I picked the topic of Homelessness, and as I prepared my answers to the question, I realized that my beliefs on the subject are illogical, full of overgeneralizations, and based purely on my own limited experiences. Here are my answers:
  1. Homeless people sit on street corners begging for money, and probably more often than not, they take it straight to the bar or to their neighborhood drug dealer. I gave money to a beggar in Guatemala. Minutes later, I saw her buying local beer in the same bar where I was drinking high-end Italian liquor. Essentially, I bought her that beer. But that's okay, I rationalize. In my experience, people buy drinks for one another all the time. But I gave her that coin because I felt sorry for her lack of hands. How do I even know she was Homeless? 

  2. If Homeless people don't use my money to buy drugs and booze, they might be paying their evil slave masters, like in the movie "Slumdog Millionaire" or the book Oliver Twist. If they aren't drug addicts, Homeless people can't be stooping to this behavior out of their own free will, can they? Someone told me they saw a street-corner beggar get into a shiny new car and drive away after he had made his money for the day. How much cash does a Homeless person bring home each night? I don't have a shiny new car. 

  3. I used to think that Homeless people are probably homeless because they are lazy or weak and so they must deserve to live without a roof over their heads or clean running water. I believed that if they were as hardworking or as intelligent as I am, they wouldn't be standing on that street corner. And then a member of my family became Homeless. Does my family member deserve to live on the streets? My personal experience makes me wonder if anybody's family member deserves to be Homeless. 

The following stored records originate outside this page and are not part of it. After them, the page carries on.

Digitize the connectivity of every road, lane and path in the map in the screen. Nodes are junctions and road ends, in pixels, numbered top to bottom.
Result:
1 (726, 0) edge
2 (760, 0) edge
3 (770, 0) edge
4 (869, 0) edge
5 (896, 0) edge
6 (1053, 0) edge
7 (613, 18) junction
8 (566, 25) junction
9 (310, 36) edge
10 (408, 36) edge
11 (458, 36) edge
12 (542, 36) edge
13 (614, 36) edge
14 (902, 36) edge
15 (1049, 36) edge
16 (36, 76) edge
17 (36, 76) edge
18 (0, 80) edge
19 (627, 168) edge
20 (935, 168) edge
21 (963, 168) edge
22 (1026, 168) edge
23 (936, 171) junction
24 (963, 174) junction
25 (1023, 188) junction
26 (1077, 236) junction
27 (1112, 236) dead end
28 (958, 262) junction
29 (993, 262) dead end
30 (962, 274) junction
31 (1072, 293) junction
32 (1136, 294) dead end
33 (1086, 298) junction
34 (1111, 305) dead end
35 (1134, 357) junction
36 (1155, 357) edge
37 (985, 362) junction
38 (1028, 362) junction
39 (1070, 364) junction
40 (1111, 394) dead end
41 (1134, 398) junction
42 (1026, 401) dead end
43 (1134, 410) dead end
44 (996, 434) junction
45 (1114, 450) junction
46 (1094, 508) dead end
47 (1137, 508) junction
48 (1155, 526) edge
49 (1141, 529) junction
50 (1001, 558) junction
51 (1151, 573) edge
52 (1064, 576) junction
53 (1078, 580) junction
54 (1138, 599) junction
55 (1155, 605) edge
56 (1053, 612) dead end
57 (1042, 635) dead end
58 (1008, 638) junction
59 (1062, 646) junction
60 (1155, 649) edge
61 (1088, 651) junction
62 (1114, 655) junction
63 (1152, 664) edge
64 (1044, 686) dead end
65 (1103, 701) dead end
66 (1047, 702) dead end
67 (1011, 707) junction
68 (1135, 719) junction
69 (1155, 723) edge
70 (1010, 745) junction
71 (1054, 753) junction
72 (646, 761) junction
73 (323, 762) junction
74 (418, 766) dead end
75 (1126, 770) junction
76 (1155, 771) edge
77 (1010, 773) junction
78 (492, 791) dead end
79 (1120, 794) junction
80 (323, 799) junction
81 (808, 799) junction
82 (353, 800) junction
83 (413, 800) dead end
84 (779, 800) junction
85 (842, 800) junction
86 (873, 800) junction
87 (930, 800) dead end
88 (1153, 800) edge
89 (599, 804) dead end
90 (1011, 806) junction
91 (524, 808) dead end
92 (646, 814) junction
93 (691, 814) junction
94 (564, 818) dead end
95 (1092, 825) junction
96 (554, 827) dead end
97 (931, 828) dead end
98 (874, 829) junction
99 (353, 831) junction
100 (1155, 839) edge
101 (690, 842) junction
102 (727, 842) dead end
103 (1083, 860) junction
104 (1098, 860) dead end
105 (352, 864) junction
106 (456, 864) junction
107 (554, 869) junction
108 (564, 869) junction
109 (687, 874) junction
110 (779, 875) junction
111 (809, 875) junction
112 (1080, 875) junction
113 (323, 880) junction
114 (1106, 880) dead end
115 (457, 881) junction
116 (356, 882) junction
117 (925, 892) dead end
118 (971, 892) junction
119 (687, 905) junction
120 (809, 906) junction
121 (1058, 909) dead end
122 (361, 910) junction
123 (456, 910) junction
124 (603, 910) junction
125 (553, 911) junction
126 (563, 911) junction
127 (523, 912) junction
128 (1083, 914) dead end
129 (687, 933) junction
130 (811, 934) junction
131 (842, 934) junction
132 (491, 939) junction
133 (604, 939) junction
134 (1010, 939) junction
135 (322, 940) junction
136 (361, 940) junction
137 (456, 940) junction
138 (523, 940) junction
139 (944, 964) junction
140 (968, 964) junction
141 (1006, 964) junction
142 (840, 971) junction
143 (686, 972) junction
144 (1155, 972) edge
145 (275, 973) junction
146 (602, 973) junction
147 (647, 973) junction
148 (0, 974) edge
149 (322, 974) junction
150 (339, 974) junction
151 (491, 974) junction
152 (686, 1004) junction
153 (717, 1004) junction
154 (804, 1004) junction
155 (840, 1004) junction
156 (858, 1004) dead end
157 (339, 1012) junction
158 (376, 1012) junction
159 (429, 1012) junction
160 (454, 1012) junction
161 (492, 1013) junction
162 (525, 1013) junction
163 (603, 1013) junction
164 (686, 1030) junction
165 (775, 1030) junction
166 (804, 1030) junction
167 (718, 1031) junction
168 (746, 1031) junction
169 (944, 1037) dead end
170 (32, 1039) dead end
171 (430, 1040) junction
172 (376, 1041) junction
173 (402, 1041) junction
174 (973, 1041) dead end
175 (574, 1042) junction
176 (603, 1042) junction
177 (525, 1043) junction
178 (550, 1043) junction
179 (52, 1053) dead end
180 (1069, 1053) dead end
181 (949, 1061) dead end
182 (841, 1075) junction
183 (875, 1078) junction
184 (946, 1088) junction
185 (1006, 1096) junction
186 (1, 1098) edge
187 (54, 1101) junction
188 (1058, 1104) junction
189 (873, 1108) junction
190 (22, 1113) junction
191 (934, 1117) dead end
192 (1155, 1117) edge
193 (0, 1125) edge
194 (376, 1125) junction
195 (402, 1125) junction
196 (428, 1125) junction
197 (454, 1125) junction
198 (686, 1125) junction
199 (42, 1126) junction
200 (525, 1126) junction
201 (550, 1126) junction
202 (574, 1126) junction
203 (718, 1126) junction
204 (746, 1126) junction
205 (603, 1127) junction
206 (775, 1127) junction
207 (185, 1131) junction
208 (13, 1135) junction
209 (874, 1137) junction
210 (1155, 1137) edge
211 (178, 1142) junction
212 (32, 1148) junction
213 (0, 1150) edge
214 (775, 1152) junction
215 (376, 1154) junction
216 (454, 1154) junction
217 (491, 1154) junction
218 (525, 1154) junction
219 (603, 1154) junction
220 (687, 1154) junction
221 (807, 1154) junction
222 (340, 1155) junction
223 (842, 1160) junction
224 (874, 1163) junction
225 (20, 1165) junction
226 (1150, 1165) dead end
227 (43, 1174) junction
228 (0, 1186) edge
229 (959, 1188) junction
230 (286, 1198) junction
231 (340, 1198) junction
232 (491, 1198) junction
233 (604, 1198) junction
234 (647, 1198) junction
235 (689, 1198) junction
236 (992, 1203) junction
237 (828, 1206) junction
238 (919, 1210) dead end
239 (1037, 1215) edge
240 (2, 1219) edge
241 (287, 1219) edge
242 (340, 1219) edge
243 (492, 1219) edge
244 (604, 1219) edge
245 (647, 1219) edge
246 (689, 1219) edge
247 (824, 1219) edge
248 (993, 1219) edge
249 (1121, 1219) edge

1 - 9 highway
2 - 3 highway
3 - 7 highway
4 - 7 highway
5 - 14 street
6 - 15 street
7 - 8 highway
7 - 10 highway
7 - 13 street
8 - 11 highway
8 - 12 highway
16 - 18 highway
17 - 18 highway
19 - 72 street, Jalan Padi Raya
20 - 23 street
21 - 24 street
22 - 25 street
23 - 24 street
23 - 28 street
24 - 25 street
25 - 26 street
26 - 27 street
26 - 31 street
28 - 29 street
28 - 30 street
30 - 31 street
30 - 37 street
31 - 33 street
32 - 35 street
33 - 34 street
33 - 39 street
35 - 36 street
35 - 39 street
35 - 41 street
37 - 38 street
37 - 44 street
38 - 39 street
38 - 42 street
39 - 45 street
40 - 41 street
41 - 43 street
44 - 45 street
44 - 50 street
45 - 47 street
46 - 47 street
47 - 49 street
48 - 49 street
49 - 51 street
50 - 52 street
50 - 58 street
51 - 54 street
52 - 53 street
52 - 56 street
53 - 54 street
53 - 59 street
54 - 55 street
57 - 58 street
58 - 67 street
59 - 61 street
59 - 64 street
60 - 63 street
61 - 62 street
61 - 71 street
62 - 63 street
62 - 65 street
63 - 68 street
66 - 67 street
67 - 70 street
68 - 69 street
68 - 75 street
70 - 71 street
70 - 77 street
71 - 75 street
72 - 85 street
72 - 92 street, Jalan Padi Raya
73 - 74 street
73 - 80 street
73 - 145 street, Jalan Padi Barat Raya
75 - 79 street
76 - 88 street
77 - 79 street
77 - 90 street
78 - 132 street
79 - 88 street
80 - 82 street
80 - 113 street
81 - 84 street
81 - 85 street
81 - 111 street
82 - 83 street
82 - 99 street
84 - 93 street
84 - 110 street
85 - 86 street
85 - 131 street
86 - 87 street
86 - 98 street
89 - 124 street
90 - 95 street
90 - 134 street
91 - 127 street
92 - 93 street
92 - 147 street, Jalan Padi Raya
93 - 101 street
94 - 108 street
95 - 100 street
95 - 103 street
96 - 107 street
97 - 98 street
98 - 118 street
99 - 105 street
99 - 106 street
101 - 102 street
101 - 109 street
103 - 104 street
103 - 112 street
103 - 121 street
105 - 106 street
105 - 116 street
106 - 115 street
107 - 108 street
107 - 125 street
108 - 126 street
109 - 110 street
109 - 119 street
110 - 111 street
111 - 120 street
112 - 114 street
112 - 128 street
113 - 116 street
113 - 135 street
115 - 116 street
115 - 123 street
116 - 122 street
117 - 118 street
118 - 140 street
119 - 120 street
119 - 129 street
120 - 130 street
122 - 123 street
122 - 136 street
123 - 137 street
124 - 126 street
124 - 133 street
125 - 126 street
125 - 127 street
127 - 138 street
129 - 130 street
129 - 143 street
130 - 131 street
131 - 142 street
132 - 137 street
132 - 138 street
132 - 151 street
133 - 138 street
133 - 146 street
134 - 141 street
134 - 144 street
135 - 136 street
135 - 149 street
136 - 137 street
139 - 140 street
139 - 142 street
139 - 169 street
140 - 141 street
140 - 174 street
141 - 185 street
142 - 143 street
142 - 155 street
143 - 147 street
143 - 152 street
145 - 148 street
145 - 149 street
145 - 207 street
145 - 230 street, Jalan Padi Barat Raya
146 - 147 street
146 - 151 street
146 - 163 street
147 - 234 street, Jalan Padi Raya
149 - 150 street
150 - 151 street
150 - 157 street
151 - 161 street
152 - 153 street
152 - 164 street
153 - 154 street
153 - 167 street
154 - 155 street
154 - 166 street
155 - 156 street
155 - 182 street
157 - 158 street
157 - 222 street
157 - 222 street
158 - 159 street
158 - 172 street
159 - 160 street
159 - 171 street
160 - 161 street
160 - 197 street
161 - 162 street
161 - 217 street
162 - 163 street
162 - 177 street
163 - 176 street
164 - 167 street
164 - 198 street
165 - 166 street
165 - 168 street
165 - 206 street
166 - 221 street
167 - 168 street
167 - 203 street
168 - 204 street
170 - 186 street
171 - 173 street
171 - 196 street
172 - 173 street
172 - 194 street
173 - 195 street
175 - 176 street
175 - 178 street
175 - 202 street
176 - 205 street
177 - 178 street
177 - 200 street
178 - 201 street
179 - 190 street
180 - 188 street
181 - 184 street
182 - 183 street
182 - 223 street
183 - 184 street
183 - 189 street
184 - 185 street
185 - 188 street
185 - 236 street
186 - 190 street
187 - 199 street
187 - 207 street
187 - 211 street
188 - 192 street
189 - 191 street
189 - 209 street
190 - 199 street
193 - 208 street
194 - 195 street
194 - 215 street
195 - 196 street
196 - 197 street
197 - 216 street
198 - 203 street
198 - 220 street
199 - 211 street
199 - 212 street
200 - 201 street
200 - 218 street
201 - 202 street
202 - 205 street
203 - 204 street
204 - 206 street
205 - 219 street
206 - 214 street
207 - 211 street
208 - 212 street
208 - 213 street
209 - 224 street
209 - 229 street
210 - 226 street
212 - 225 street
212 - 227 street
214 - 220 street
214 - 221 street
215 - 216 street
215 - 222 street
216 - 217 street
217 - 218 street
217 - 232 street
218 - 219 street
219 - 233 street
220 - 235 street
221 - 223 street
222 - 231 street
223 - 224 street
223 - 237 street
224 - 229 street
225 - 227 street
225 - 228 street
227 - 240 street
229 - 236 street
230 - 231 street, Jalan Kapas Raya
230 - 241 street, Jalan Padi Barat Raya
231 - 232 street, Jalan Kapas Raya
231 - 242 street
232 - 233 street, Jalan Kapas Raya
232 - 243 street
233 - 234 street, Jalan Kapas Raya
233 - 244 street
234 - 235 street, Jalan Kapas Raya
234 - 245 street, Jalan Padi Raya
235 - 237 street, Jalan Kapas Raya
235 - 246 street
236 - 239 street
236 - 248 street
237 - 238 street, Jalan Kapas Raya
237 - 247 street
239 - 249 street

  4. Reading Barbara Kingsolver's essay "Household Words" and considering the Homelessness of someone I love leads me to reevaluate the issue. One of my favorite authors, Kingsolver chastises the United States for condemning Homelessness and at the same time allowing it to happen. She asks who works harder in a day to stay alive: the Homeless person on the street corner, or the passerby in an idling air-conditioned car? Her polished storytelling ability makes me feel guilty for judging someone I do not know and for criticizing a social problem I do not understand. 

Throughout the course of my undergraduate studies and including this exercise I am reminded that just because something is true for me, it is not true for all or most people. Our world is a complex place, and my experiences are limited. 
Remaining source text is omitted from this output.